Prenant l'Hostie avec ses deux mains timorées,

-

Sur la langue du Roi la déposa. Tous bruits

Se sont tus, et la Cour, pliant dans la détresse,

Pria, muette et pâle, et nul n'a su depuis

-

Si sa prière fut sincère ou bien traîtresse.

- Qui dira les pensers obscurs que protégea

Ce silence, brouillard complice qui se dresse ?

-

Ayant communié, le Roi se replongea

Dans l'ampleur des coussins, et la béatitude

De l'Absolution reçue ouvrant déjà

-

L'oeil de son âme au jour clair de la certitude,

Epanouit ses traits en un sourire exquis

Qui tenait de la fièvre et de la quiétude.

-

Et tandis qu'alentour ducs, comtes et marquis,

Pleins d'angoisses, fichaient leurs yeux sous la courtine,

L'âme du Roi montait, sereine, aux cieux conquis,

-

Puis le râle des morts hurla dans la poitrine

De l'auguste malade avec des sursauts fous :

Tel l'ouragan passe à travers une ruine.

-

Et puis plus rien ; et puis, sortant par mille trous,

Ainsi que des serpents frileux de leur repaire,

Sur le corps froid les vers se mêlèrent aux poux.

-

- Philippe Deux était à la droite du Père.

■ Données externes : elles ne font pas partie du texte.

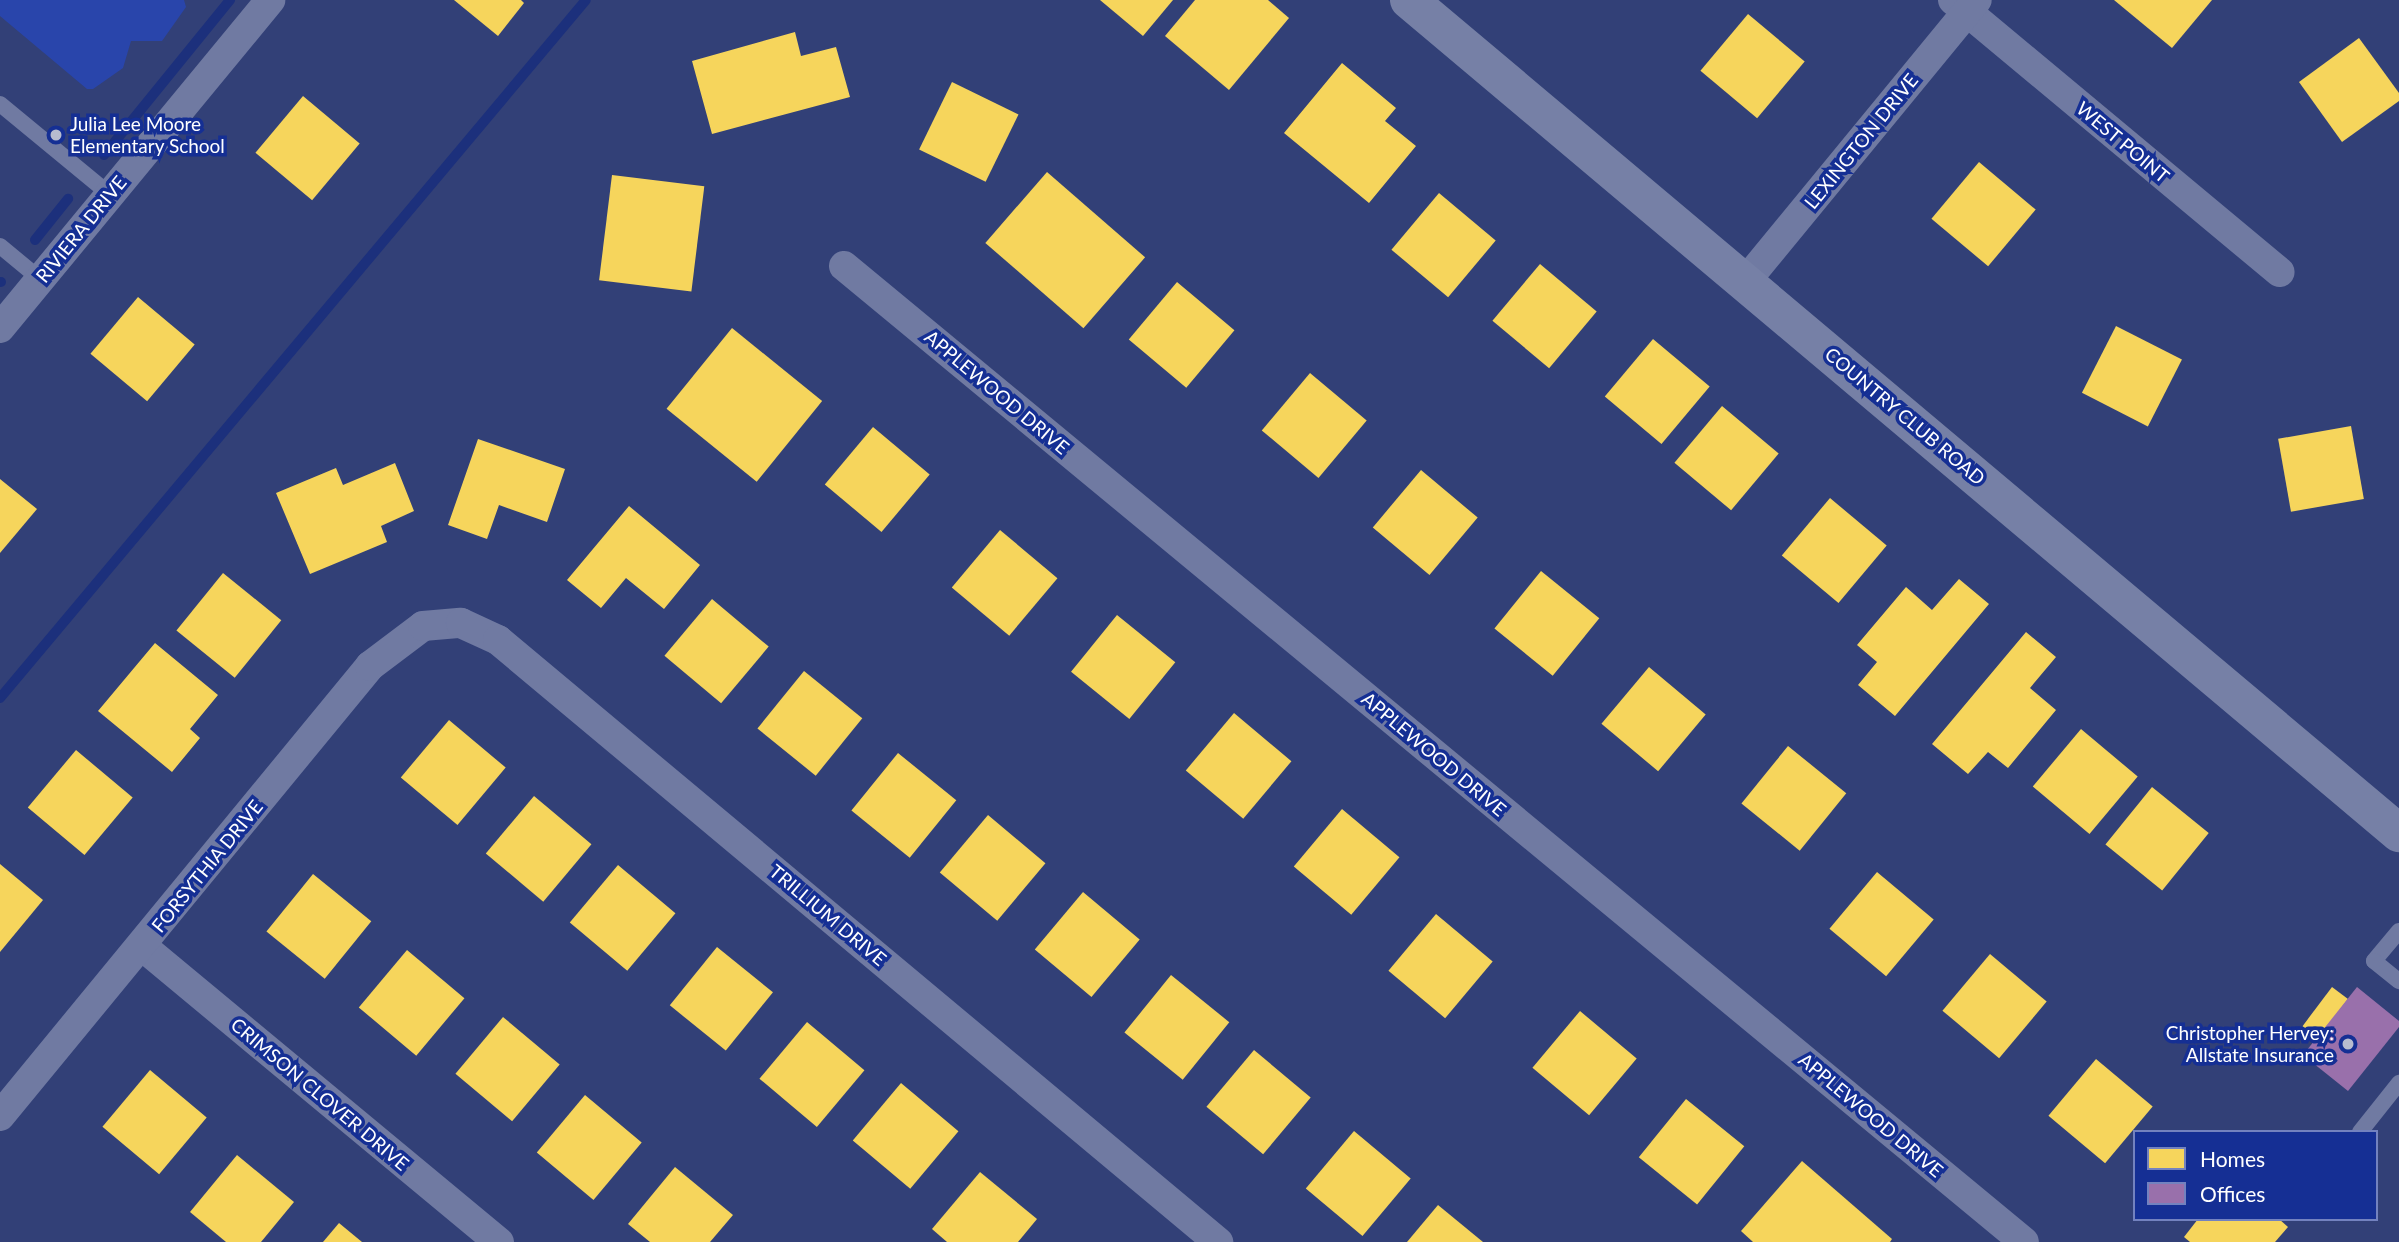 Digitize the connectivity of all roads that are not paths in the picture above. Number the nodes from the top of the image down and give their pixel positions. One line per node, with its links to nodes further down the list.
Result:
1 (270, 0): 5 (street, RIVIERA DRIVE)
2 (1409, 0): 10 (street, COUNTRY CLUB ROAD)
3 (1966, 4): 8 (street, WEST POINT); 10 (street, LEXINGTON DRIVE)
4 (0, 104): 5 (lane)
5 (109, 194): 9 (street, RIVIERA DRIVE)
6 (0, 246): 9 (lane)
7 (844, 266): 22 (street, APPLEWOOD DRIVE)
8 (2280, 272)
9 (40, 279): 11 (street, RIVIERA DRIVE)
10 (1745, 282): 13 (street, COUNTRY CLUB ROAD)
11 (0, 328)
12 (423, 626): 15 (street, FORSYTHIA DRIVE); 21 (street, TRILLIUM DRIVE)
13 (2399, 833)
14 (2399, 930): 16 (lane)
15 (142, 946): 18 (street, FORSYTHIA DRIVE); 20 (street, CRIMSON CLOVER DRIVE)
16 (2399, 982)
17 (2399, 1083): 19 (lane)
18 (0, 1116)
19 (2362, 1130)
20 (499, 1242)
21 (1218, 1242)
22 (2024, 1242)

Dédicace de Faust, Goethe (trad. Gérard de Nerval)

Venez, illusions !… au matin de ma vie,

Que j’aimais à fixer votre inconstant essor !

Le soir vient, et pourtant c’est une douce envie,

C’est une vanité qui me séduit encor.

Rapprochez-vous !… C’est bien ; tout s’anime et se presse

Au-dessus des brouillards, dans un monde plus grand,

Mon cœur, qui rajeunit, aspire avec ivresse

Le souffle de magie autour de vous errant.

-

De beaux jours écoulés j’aperçois les images,

Et mainte ombre chérie a descendu des cieux ;

Comme un feu ranimé perçant la nuit des âges,

L’amour et l’amitié me repeuplent ces lieux.

Mais le chagrin les suit : en nos tristes demeures,

Jamais la joie, hélas ! n’a brillé qu’à demi…

Il vient nommer tous ceux qui, dans d’aimables heures,

Ont, par la mort frappés, quitté leur tendre ami.

Cette voix qu’ils aimaient résonne plus touchante,

Mais elle ne peut plus pénétrer jusqu’aux morts ;

J’ai perdu d’amitié l’oreille bienveillante,

Et mon premier orgueil et mes premiers accords !

-

Mes chants ont beau parler à la foule inconnue,

Ses applaudissements ne me sont qu’un vain bruit,

Et, sur moi, si la joie est parfois descendue,

Elle semblait errer sur un monde détruit.

-

Un désir oublié, qui pourtant veut renaître,

Vient, dans sa longue paix, secouer mon esprit ;

Mais, inarticulés, mes nouveaux chants peut-être

Ne sont que ceux d’un luth où la bise frémit.

Ah ! je sens un frisson : par de nouvelles larmes,

Le trouble de mon cœur soudain s’est adouci.

De mes jours d’autrefois renaissent tous les charmes,

Et ce qui disparut pour moi revit ici.